[EXTRACTED MATERIAL]
- - -
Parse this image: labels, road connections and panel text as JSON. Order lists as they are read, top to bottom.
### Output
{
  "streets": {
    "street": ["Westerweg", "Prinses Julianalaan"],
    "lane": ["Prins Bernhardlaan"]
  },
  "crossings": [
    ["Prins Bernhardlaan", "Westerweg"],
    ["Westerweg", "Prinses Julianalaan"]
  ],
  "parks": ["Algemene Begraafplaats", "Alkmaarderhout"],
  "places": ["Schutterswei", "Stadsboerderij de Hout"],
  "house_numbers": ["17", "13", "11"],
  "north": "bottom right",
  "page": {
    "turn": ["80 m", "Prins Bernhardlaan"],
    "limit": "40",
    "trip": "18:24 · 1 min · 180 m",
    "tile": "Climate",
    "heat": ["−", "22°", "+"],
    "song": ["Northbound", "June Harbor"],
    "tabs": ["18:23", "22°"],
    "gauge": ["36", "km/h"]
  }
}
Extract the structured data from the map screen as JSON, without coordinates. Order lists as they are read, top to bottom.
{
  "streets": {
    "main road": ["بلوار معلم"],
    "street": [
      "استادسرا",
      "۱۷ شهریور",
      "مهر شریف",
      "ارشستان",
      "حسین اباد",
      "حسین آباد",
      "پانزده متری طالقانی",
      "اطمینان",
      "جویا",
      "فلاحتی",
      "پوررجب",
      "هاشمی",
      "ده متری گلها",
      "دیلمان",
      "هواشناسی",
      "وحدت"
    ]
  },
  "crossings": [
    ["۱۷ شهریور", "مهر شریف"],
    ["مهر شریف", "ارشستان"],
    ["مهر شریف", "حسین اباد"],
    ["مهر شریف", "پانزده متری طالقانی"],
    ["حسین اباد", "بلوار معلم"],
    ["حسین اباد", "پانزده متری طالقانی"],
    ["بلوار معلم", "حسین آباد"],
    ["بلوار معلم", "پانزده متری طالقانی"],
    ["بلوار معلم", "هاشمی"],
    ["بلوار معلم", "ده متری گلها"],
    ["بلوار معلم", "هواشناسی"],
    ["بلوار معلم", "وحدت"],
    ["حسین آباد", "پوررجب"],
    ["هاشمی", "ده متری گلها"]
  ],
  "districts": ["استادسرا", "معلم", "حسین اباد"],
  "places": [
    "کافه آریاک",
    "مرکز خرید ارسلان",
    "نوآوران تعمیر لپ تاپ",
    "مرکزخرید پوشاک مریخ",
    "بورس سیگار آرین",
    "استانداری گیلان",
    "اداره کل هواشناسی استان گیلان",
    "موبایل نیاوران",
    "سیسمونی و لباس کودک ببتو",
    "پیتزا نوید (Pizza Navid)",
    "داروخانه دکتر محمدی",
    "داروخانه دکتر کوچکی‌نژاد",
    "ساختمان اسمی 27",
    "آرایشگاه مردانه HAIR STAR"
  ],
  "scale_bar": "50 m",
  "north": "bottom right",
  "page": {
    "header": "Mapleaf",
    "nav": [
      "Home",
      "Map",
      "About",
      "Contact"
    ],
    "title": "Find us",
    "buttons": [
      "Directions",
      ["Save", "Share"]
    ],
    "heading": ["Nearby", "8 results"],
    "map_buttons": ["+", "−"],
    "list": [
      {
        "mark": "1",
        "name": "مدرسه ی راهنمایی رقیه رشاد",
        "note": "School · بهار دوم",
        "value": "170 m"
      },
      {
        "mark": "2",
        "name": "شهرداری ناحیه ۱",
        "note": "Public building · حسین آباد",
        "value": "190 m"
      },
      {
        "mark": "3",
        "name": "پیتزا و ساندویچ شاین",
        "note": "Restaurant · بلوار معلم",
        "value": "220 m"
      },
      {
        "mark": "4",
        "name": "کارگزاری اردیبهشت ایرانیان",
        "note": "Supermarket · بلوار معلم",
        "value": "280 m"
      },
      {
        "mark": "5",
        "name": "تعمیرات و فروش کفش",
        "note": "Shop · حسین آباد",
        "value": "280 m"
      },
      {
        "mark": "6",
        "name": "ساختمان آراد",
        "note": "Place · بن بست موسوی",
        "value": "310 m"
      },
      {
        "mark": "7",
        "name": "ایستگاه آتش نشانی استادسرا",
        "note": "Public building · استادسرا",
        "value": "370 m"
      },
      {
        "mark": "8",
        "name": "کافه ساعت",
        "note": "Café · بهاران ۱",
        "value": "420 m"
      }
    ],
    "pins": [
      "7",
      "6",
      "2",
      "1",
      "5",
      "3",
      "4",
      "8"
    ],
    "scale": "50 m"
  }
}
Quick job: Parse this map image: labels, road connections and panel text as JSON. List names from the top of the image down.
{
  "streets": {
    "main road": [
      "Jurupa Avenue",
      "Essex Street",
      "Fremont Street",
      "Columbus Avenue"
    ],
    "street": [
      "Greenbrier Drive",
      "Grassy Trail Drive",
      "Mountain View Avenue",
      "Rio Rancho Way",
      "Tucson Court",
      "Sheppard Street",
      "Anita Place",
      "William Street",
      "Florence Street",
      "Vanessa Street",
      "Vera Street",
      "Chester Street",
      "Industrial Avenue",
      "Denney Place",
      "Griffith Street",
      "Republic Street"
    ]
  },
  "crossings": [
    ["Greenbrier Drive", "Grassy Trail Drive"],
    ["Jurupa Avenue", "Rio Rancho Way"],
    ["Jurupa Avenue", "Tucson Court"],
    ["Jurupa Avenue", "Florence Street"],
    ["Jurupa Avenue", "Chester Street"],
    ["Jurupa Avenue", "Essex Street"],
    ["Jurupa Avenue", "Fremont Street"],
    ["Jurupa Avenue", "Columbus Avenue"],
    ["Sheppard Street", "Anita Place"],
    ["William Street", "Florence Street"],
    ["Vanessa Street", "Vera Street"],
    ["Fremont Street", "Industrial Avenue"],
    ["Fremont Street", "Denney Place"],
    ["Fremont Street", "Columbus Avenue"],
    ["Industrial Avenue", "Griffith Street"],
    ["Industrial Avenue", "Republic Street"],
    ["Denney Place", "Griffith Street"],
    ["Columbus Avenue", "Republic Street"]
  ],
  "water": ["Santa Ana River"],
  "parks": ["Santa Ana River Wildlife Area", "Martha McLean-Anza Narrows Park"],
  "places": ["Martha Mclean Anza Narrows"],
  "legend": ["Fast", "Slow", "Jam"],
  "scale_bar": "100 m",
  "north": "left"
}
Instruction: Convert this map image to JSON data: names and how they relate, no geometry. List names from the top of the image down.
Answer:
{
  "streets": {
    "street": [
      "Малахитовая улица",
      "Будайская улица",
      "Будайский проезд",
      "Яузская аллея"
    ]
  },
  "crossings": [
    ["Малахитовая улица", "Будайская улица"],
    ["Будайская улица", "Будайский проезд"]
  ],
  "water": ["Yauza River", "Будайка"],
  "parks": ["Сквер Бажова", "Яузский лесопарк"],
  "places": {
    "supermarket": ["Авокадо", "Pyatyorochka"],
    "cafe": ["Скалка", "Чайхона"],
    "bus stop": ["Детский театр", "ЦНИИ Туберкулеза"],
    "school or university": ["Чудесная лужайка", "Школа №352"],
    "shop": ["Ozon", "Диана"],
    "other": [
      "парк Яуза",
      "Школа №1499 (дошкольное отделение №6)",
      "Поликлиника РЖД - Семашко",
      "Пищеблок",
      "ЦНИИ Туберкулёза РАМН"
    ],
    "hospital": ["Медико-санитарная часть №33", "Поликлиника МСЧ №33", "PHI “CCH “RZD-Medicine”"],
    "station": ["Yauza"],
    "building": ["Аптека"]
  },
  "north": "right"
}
- - -
From the line containing "Instruction: Convert this" to the last line above, repeat every line exactly and nothing else.

Instruction: Convert this map image to JSON data: names and how they relate, no geometry. List names from the top of the image down.
Answer:
{
  "streets": {
    "street": [
      "Малахитовая улица",
      "Будайская улица",
      "Будайский проезд",
      "Яузская аллея"
    ]
  },
  "crossings": [
    ["Малахитовая улица", "Будайская улица"],
    ["Будайская улица", "Будайский проезд"]
  ],
  "water": ["Yauza River", "Будайка"],
  "parks": ["Сквер Бажова", "Яузский лесопарк"],
  "places": {
    "supermarket": ["Авокадо", "Pyatyorochka"],
    "cafe": ["Скалка", "Чайхона"],
    "bus stop": ["Детский театр", "ЦНИИ Туберкулеза"],
    "school or university": ["Чудесная лужайка", "Школа №352"],
    "shop": ["Ozon", "Диана"],
    "other": [
      "парк Яуза",
      "Школа №1499 (дошкольное отделение №6)",
      "Поликлиника РЖД - Семашко",
      "Пищеблок",
      "ЦНИИ Туберкулёза РАМН"
    ],
    "hospital": ["Медико-санитарная часть №33", "Поликлиника МСЧ №33", "PHI “CCH “RZD-Medicine”"],
    "station": ["Yauza"],
    "building": ["Аптека"]
  },
  "north": "right"
}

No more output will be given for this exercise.